At some point this woman trusted in Jesus and turned from her sinful ways and she was expressing her love and gratitude. When the host saw what was happening and who the woman was he said to himself, “if this man were a prophet, he would know who was touching him and what kind of woman she is–that she is a sinner.” In verse 39 her act of devotion was interrupted and criticized by the host’s thoughts which were known to Jesus.
The Pharisee would not even mention Jesus by name, a sign of contempt. Then Jesus spoke up and answered his thoughts. Jesus told the Pharisee that there were two men who owed money to a certain moneychanger.
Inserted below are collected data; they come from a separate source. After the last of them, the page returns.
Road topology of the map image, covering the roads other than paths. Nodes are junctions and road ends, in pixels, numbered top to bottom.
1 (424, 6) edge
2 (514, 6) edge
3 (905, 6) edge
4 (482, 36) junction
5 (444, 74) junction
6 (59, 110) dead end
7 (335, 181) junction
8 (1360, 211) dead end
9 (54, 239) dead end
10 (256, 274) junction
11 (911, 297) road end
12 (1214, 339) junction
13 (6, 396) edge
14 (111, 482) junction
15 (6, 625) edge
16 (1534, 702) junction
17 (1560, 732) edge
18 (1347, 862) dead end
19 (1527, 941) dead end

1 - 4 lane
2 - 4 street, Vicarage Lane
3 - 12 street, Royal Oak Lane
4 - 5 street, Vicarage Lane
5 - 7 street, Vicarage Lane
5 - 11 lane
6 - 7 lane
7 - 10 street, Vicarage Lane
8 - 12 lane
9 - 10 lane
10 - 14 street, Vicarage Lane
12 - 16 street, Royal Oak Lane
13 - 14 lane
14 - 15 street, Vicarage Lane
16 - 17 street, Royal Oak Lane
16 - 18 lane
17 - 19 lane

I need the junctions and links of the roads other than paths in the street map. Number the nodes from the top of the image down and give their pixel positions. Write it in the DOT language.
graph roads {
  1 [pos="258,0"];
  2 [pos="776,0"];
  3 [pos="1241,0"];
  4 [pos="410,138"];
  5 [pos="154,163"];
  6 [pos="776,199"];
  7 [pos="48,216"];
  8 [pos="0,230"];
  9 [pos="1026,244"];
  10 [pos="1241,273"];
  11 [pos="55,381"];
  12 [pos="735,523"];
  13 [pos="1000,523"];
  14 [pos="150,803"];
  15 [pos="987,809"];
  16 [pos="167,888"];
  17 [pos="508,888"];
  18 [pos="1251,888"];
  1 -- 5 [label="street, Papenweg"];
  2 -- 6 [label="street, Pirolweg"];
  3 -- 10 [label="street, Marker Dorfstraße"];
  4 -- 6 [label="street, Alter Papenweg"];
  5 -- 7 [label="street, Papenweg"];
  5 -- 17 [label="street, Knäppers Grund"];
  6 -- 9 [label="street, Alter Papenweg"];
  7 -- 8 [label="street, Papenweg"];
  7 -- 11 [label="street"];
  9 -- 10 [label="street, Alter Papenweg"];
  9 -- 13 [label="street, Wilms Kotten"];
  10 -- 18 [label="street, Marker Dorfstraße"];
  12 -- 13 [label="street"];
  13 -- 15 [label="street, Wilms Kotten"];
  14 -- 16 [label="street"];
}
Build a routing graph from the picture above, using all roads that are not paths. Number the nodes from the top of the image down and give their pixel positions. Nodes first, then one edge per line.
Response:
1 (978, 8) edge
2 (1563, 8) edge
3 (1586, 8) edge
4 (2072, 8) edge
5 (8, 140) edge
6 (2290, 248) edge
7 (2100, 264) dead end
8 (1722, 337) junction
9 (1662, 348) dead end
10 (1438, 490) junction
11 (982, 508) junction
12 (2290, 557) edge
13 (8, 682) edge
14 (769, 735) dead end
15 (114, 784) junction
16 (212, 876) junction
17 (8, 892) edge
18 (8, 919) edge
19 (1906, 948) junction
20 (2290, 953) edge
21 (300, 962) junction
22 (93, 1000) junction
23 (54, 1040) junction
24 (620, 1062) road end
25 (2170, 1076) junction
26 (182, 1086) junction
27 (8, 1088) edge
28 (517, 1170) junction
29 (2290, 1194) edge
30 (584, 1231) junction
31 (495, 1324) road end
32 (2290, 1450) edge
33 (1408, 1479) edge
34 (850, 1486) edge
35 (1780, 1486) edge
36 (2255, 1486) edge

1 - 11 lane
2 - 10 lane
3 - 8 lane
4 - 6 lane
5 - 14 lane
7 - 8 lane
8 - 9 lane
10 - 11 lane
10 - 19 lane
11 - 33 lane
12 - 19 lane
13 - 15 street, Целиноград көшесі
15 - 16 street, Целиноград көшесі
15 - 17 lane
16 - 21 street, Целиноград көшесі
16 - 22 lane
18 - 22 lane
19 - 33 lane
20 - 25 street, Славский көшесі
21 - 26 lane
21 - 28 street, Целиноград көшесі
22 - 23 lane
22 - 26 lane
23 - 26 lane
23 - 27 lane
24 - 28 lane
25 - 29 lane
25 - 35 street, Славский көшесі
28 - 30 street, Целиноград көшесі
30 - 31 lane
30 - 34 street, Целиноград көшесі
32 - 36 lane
One owed him five hundred denarii, and the other fifty. A Denarii was about a day’s wages. Neither of them could pay him back so both debts were cancelled. Then Jesus asked who of the two would be the most grateful? Simon answered the one owed the most. Then Jesus applied the teaching. The Pharisee had no concept of his own sin and pride and assumed that Jesus was no prophet because He tolerated this show of emotion from such a woman. Jesus showed that He did know what kind of woman she was but also what kind of person he was. He did not extend the ordinary courtesy of offering water to wash the dust and dirt off a guest’s feet after walking the dusty roads in sandals.
It was customary to kiss a guest on both cheeks. It was also a common courtesy to provide some olive oil to sooth and moisturize the head and face after walking in the hot sun in that dry climate. These were humiliating words for Simon to hear in front of his guests, as these courtesies were strictly held in the Middle Eastern societies. Then He turned to the woman and said to Simon, “When I entered your home you did not give me water to wash my feet, but she has washed them with her tears and wiped them with her hair. You did not give me a kiss of greeting, but she has kissed my feet repeatedly. You neglected the courtesy of oil to anoint my head, but she has anointed my feet with perfume. I tell you, her sins have been forgiven, so she has shown me much love. Then He said to the woman, ‘your sins have been forgiven, your faith has saved you, go in peace.”
Lack of faith in Him left the Pharisee in his sins, but the harlot entered the kingdom, as He had said to the Pharisees in Matt. 21: 31: “the Publicans and harlots go into the Kingdom of God before you.”